**About this exercise:** Your task is to output the entries below word for word.

Collected data entries
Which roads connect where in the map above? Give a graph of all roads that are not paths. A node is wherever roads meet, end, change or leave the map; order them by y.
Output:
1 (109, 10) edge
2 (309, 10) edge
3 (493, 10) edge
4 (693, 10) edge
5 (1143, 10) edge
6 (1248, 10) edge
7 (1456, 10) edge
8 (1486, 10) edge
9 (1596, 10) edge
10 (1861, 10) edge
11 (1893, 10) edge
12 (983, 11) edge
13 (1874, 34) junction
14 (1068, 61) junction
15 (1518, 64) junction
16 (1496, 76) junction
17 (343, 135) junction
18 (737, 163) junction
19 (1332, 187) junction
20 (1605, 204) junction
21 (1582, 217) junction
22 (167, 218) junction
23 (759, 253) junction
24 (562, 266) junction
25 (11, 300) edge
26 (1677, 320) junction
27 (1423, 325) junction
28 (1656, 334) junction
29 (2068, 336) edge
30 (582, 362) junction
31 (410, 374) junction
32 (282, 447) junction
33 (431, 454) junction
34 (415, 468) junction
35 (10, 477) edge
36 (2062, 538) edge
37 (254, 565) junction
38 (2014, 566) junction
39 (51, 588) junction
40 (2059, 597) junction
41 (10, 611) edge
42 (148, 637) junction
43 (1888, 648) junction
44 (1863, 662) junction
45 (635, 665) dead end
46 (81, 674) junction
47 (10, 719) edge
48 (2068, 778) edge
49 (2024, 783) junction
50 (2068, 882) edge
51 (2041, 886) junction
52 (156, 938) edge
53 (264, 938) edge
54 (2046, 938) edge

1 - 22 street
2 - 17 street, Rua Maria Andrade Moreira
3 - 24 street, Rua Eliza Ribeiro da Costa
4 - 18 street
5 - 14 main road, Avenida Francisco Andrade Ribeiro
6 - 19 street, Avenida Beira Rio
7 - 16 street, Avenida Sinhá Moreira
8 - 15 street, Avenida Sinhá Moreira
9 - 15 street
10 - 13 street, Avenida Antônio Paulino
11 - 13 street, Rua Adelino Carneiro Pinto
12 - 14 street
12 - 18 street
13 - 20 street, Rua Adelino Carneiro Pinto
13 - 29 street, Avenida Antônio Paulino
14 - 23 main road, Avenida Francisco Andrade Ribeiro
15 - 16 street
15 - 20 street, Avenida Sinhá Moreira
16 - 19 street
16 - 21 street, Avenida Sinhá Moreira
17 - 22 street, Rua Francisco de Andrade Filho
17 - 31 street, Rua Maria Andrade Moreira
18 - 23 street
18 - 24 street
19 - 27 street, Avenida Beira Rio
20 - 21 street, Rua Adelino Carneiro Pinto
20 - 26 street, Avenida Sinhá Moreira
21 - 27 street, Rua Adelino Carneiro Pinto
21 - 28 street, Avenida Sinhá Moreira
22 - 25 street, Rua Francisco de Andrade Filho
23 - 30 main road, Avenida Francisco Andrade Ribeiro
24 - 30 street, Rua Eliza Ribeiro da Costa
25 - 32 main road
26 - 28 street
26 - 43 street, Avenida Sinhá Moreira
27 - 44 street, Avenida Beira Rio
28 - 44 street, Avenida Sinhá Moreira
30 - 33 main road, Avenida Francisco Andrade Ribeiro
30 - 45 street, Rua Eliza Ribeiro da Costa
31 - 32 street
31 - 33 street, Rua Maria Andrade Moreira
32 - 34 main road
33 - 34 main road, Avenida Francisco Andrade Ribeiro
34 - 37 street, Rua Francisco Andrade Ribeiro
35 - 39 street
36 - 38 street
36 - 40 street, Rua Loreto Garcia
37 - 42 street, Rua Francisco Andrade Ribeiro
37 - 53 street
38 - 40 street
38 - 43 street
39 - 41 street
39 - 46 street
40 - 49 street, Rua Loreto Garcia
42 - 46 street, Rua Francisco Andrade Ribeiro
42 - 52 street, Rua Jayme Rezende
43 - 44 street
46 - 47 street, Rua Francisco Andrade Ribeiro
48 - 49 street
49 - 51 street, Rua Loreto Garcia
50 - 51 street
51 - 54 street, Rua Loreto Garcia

**Answer for this exercise:**
Which roads connect where in the map above? Give a graph of all roads that are not paths. A node is wherever roads meet, end, change or leave the map; order them by y.
Output:
1 (109, 10) edge
2 (309, 10) edge
3 (493, 10) edge
4 (693, 10) edge
5 (1143, 10) edge
6 (1248, 10) edge
7 (1456, 10) edge
8 (1486, 10) edge
9 (1596, 10) edge
10 (1861, 10) edge
11 (1893, 10) edge
12 (983, 11) edge
13 (1874, 34) junction
14 (1068, 61) junction
15 (1518, 64) junction
16 (1496, 76) junction
17 (343, 135) junction
18 (737, 163) junction
19 (1332, 187) junction
20 (1605, 204) junction
21 (1582, 217) junction
22 (167, 218) junction
23 (759, 253) junction
24 (562, 266) junction
25 (11, 300) edge
26 (1677, 320) junction
27 (1423, 325) junction
28 (1656, 334) junction
29 (2068, 336) edge
30 (582, 362) junction
31 (410, 374) junction
32 (282, 447) junction
33 (431, 454) junction
34 (415, 468) junction
35 (10, 477) edge
36 (2062, 538) edge
37 (254, 565) junction
38 (2014, 566) junction
39 (51, 588) junction
40 (2059, 597) junction
41 (10, 611) edge
42 (148, 637) junction
43 (1888, 648) junction
44 (1863, 662) junction
45 (635, 665) dead end
46 (81, 674) junction
47 (10, 719) edge
48 (2068, 778) edge
49 (2024, 783) junction
50 (2068, 882) edge
51 (2041, 886) junction
52 (156, 938) edge
53 (264, 938) edge
54 (2046, 938) edge

1 - 22 street
2 - 17 street, Rua Maria Andrade Moreira
3 - 24 street, Rua Eliza Ribeiro da Costa
4 - 18 street
5 - 14 main road, Avenida Francisco Andrade Ribeiro
6 - 19 street, Avenida Beira Rio
7 - 16 street, Avenida Sinhá Moreira
8 - 15 street, Avenida Sinhá Moreira
9 - 15 street
10 - 13 street, Avenida Antônio Paulino
11 - 13 street, Rua Adelino Carneiro Pinto
12 - 14 street
12 - 18 street
13 - 20 street, Rua Adelino Carneiro Pinto
13 - 29 street, Avenida Antônio Paulino
14 - 23 main road, Avenida Francisco Andrade Ribeiro
15 - 16 street
15 - 20 street, Avenida Sinhá Moreira
16 - 19 street
16 - 21 street, Avenida Sinhá Moreira
17 - 22 street, Rua Francisco de Andrade Filho
17 - 31 street, Rua Maria Andrade Moreira
18 - 23 street
18 - 24 street
19 - 27 street, Avenida Beira Rio
20 - 21 street, Rua Adelino Carneiro Pinto
20 - 26 street, Avenida Sinhá Moreira
21 - 27 street, Rua Adelino Carneiro Pinto
21 - 28 street, Avenida Sinhá Moreira
22 - 25 street, Rua Francisco de Andrade Filho
23 - 30 main road, Avenida Francisco Andrade Ribeiro
24 - 30 street, Rua Eliza Ribeiro da Costa
25 - 32 main road
26 - 28 street
26 - 43 street, Avenida Sinhá Moreira
27 - 44 street, Avenida Beira Rio
28 - 44 street, Avenida Sinhá Moreira
30 - 33 main road, Avenida Francisco Andrade Ribeiro
30 - 45 street, Rua Eliza Ribeiro da Costa
31 - 32 street
31 - 33 street, Rua Maria Andrade Moreira
32 - 34 main road
33 - 34 main road, Avenida Francisco Andrade Ribeiro
34 - 37 street, Rua Francisco Andrade Ribeiro
35 - 39 street
36 - 38 street
36 - 40 street, Rua Loreto Garcia
37 - 42 street, Rua Francisco Andrade Ribeiro
37 - 53 street
38 - 40 street
38 - 43 street
39 - 41 street
39 - 46 street
40 - 49 street, Rua Loreto Garcia
42 - 46 street, Rua Francisco Andrade Ribeiro
42 - 52 street, Rua Jayme Rezende
43 - 44 street
46 - 47 street, Rua Francisco Andrade Ribeiro
48 - 49 street
49 - 51 street, Rua Loreto Garcia
50 - 51 street
51 - 54 street, Rua Loreto Garcia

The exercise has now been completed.